Olivier Rosay, Secrétaire départemental
de Sud PTT 75, a été
condamné à 2 ans de mise à
pied, dont 6 mois avec sursis, par la
direction de la Poste
, qui lui reproche
des prises de parole non autorisées
(sic !), l’occupation du siège lors de la
lutte des postiers du 92, et son soutien
aux travailleurs de l’ancienne poste
privée Alternative Post, jetés à la rue
suite à sa fermeture, et qui demandaient
à être embauchés comme facteurs.

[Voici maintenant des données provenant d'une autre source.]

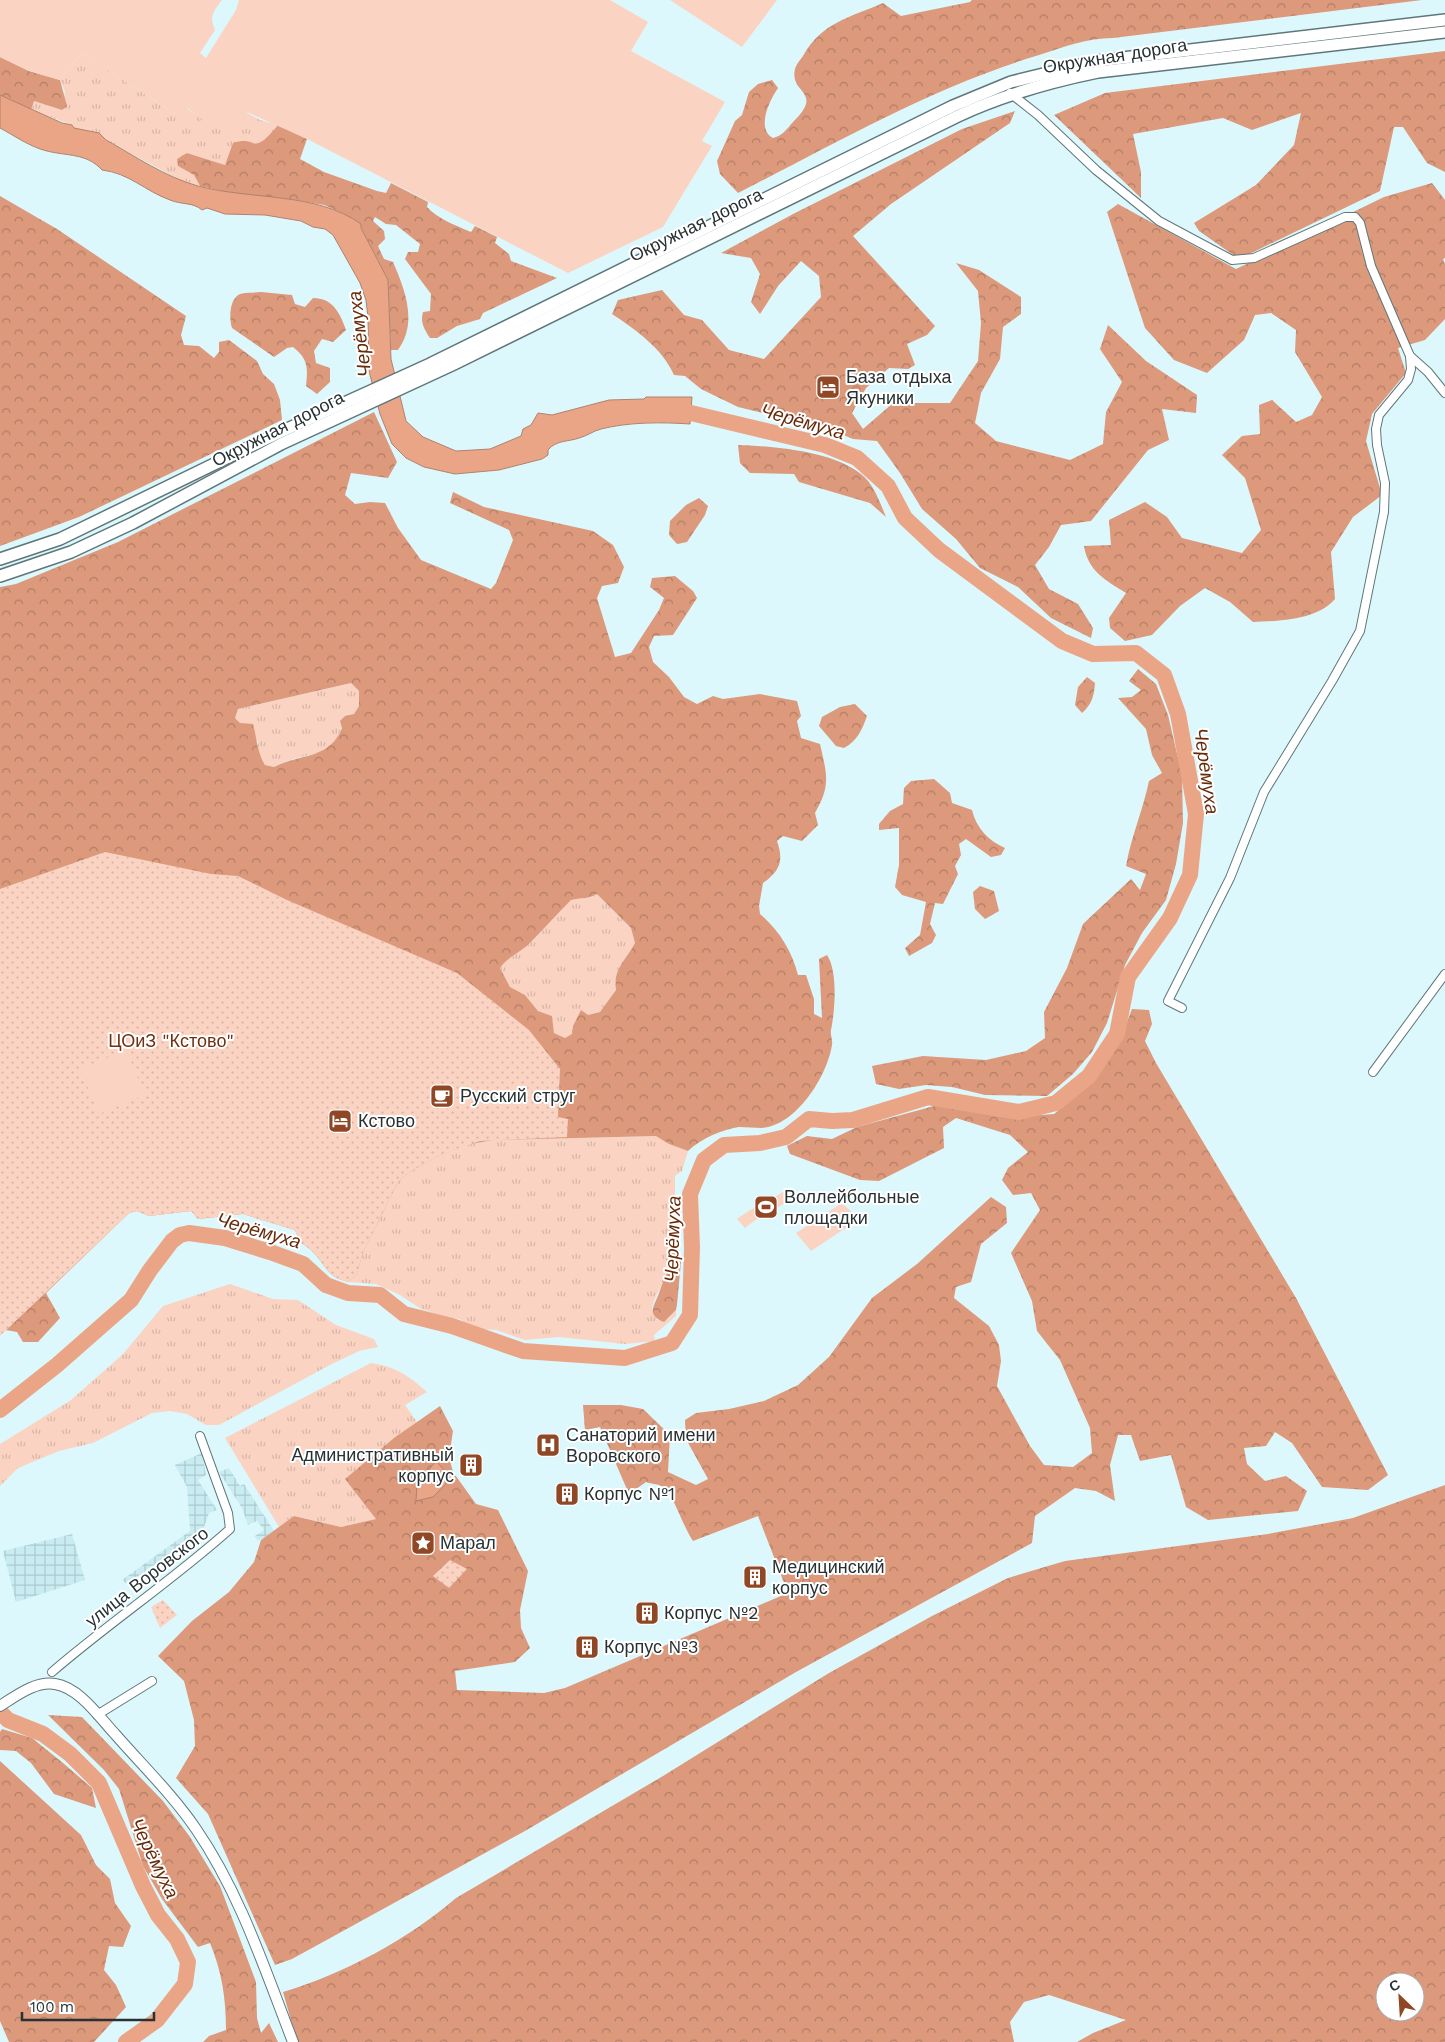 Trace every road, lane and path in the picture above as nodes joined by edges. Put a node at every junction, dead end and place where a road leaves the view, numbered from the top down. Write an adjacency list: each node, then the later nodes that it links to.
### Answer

Pour
le patronat, public comme privé, défendre
les intérêts de classe des travailleurs
est considéré comme illicite ;
seule est tolérée la négociation encadrée
et réglementée ne remettant pas en
cause sa politique.

La répression à la Poste contre ceux qui
défendent les travailleurs et le service
public est une arme utilisée par la direction
pour mener à terme le processus
de privatisation. Le gouvernement
s’apprête à faire rentrer la Caisse des
Dépôts et Consignations (CDC) dans le
capital de la Poste, pour la soumettre
entièrement aux lois de l’économie de
marché sous le contrôle de la Banque
Centrale Européenne. L’utilisation de
la CDC pour réaliser la capitalisation
de la Poste n’a pas d’autre but que d’achever
sa privatisation, après sa transformation
en société anonyme. La
CDC va représenter 26% du capital et
investira dans des secteurs “à rentabiliser”,
les autres, bénéficiant encore de la
dotation publique, devront, sous l’oeil
de Bruxelles, être rentabilisés de façon
comparable. L’entrée en Bourse, imposant
la rentabilité immédiate, se fera au
détriment des besoins de la population
par l’augmentation des tarifs, la suppression
de la gratuité de certaines
prestations, de nouvelles fermetures de
bureaux, guichets et centres de tri, la
surexploitation des travailleurs.

Alors que les recrutements en CDI se
substituent déjà aux emplois statutaires,
la direction a recours massivement aux
CDD et à l’intérim. La précarité sociale
nuit aussi bien aux postiers et à
la qualité de leur travail qu’aux usagers.
L’URCF s’oppose à la logique du
partenariat avec la CDC, car il ne constituera
nullement une barrière à l’appétit
du Capital, mais au contraire facilitera
la privatisation totale et la liquidation
de ce qui reste du service public.
Seuls la nationalisation des banques
et le rétablissement du monopole
postal public peuvent répondre aux
besoins des travailleurs et usagers.

Le patronat et le pouvoir n’ont plus
d’autres réponses aux luttes et aux revendications
que la répression et la
fascisation. Face aux contradictions
exacerbées du système capitaliste en
crise, le réformisme conduit à la soumission
à la bourgeoisie et nous enferme
dans la bipolarisation UMP-PS.

L’URCF, présente à la manifestation
de soutien d’Olivier Rosay du 15 décembre
devant la Direction du Courrier
à Paris, appelle à continuer la lutte
contre la répression et les intimidations
envers les agents. Les travailleurs n’ont
pas à demander à leurs exploiteurs la
permission de s’exprimer et de mener
leurs luttes selon les formes qu’ils jugent
nécessaires, pas plus qu’ils ne
déposeront de « préavis », quand ils
renverseront le capitalisme par la révolution
socialiste. La mobilisation a déjà
permis de faire reculer la Poste qui
prévoyait, au départ, la révocation d’Olivier.